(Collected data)
▼
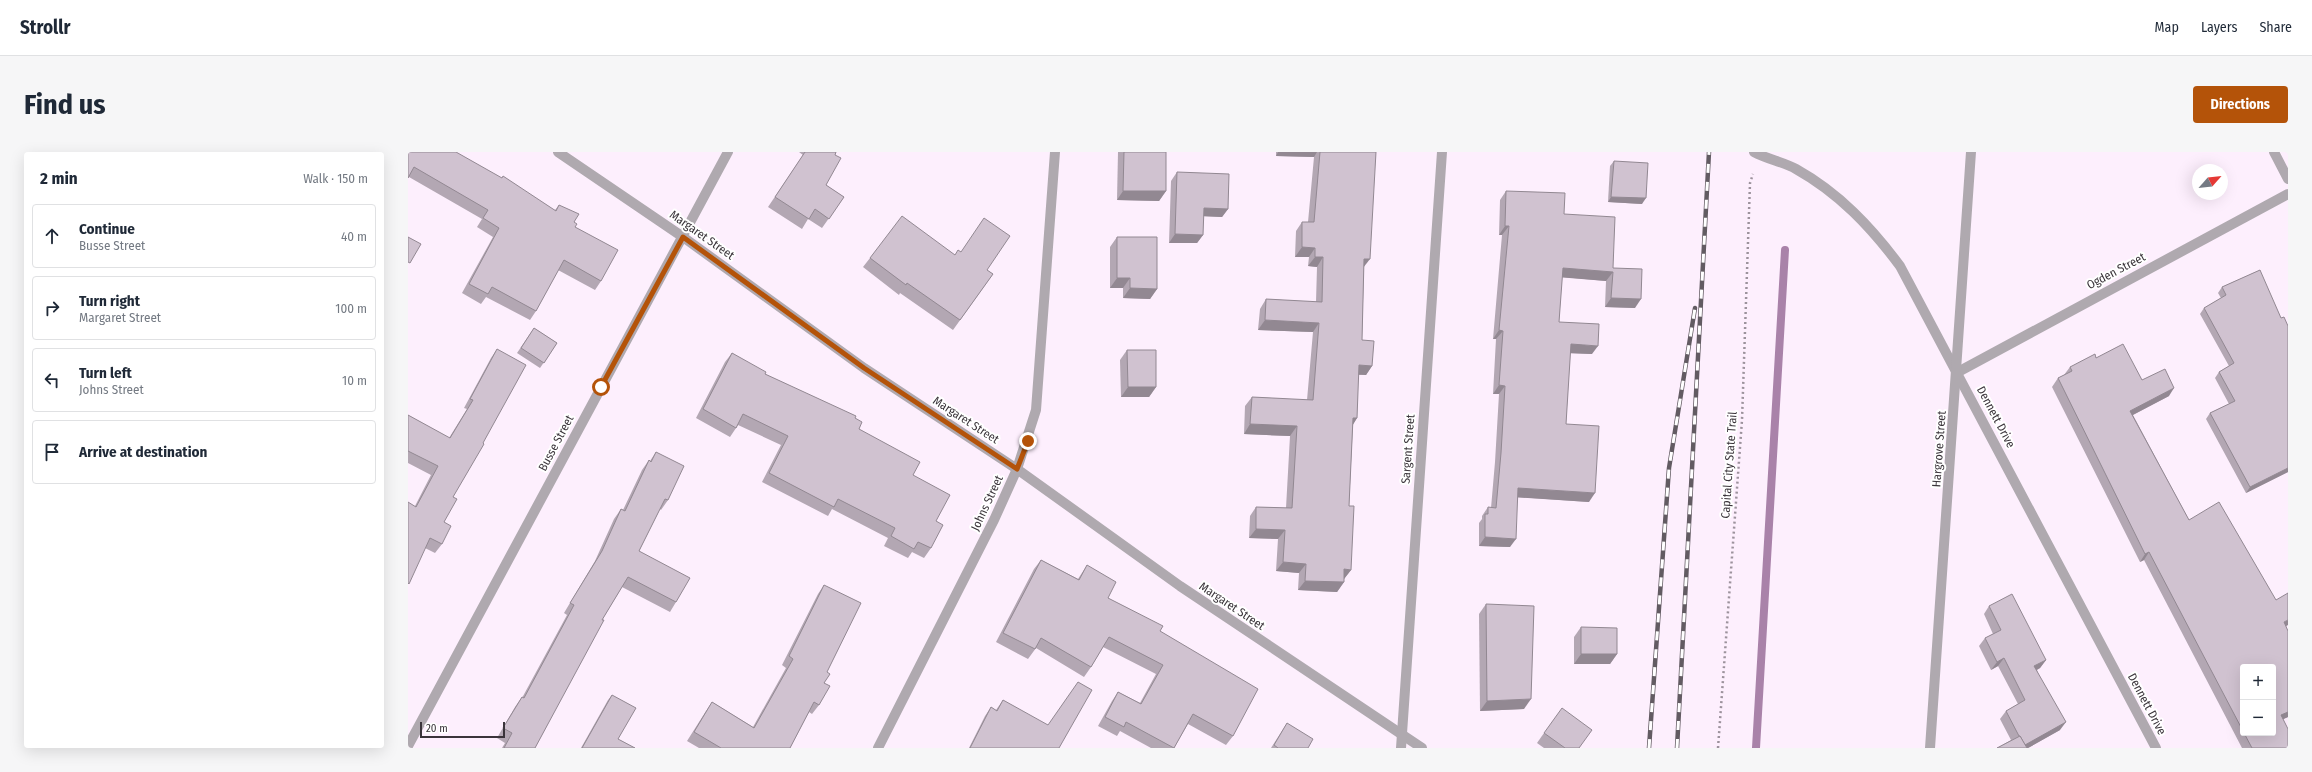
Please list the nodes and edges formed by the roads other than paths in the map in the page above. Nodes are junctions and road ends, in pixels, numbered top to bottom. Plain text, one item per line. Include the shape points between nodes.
1 (558, 152) edge
2 (728, 152) edge
3 (1055, 152) edge
4 (1442, 152) edge
5 (1754, 152) edge
6 (1971, 152) edge
7 (2274, 152) edge
8 (2288, 179) edge
9 (2288, 194) edge
10 (683, 237) junction
11 (1958, 372) junction
12 (1017, 469) junction
13 (1402, 733) junction
14 (408, 746) edge
15 (878, 748) edge
16 (1401, 748) edge
17 (1422, 748) edge
18 (1930, 748) edge
19 (2156, 748) edge

1 - 10 street, Margaret Street
2 - 10 street, Busse Street
3 - 12 street, Johns Street via 1036,410
4 - 13 street, Sargent Street
5 - 11 street, Dennett Drive via 1795,168 1820,184 1863,220 1900,266
6 - 11 street, Hargrove Street
7 - 8 street
9 - 11 street, Ogden Street
10 - 12 street, Margaret Street via 864,368
10 - 14 street, Busse Street
11 - 18 street, Hargrove Street
11 - 19 street, Dennett Drive
12 - 13 street, Margaret Street via 1193,595 1318,680
12 - 15 street, Johns Street via 994,520
13 - 16 street, Sargent Street
13 - 17 street, Margaret Street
▲
*Task instructions*
Set down all of the entries exactly as they stand, without any image.

*Completed task*
Please list the nodes and edges formed by the roads other than paths in the map in the page above. Nodes are junctions and road ends, in pixels, numbered top to bottom. Plain text, one item per line. Include the shape points between nodes.
1 (558, 152) edge
2 (728, 152) edge
3 (1055, 152) edge
4 (1442, 152) edge
5 (1754, 152) edge
6 (1971, 152) edge
7 (2274, 152) edge
8 (2288, 179) edge
9 (2288, 194) edge
10 (683, 237) junction
11 (1958, 372) junction
12 (1017, 469) junction
13 (1402, 733) junction
14 (408, 746) edge
15 (878, 748) edge
16 (1401, 748) edge
17 (1422, 748) edge
18 (1930, 748) edge
19 (2156, 748) edge

1 - 10 street, Margaret Street
2 - 10 street, Busse Street
3 - 12 street, Johns Street via 1036,410
4 - 13 street, Sargent Street
5 - 11 street, Dennett Drive via 1795,168 1820,184 1863,220 1900,266
6 - 11 street, Hargrove Street
7 - 8 street
9 - 11 street, Ogden Street
10 - 12 street, Margaret Street via 864,368
10 - 14 street, Busse Street
11 - 18 street, Hargrove Street
11 - 19 street, Dennett Drive
12 - 13 street, Margaret Street via 1193,595 1318,680
12 - 15 street, Johns Street via 994,520
13 - 16 street, Sargent Street
13 - 17 street, Margaret Street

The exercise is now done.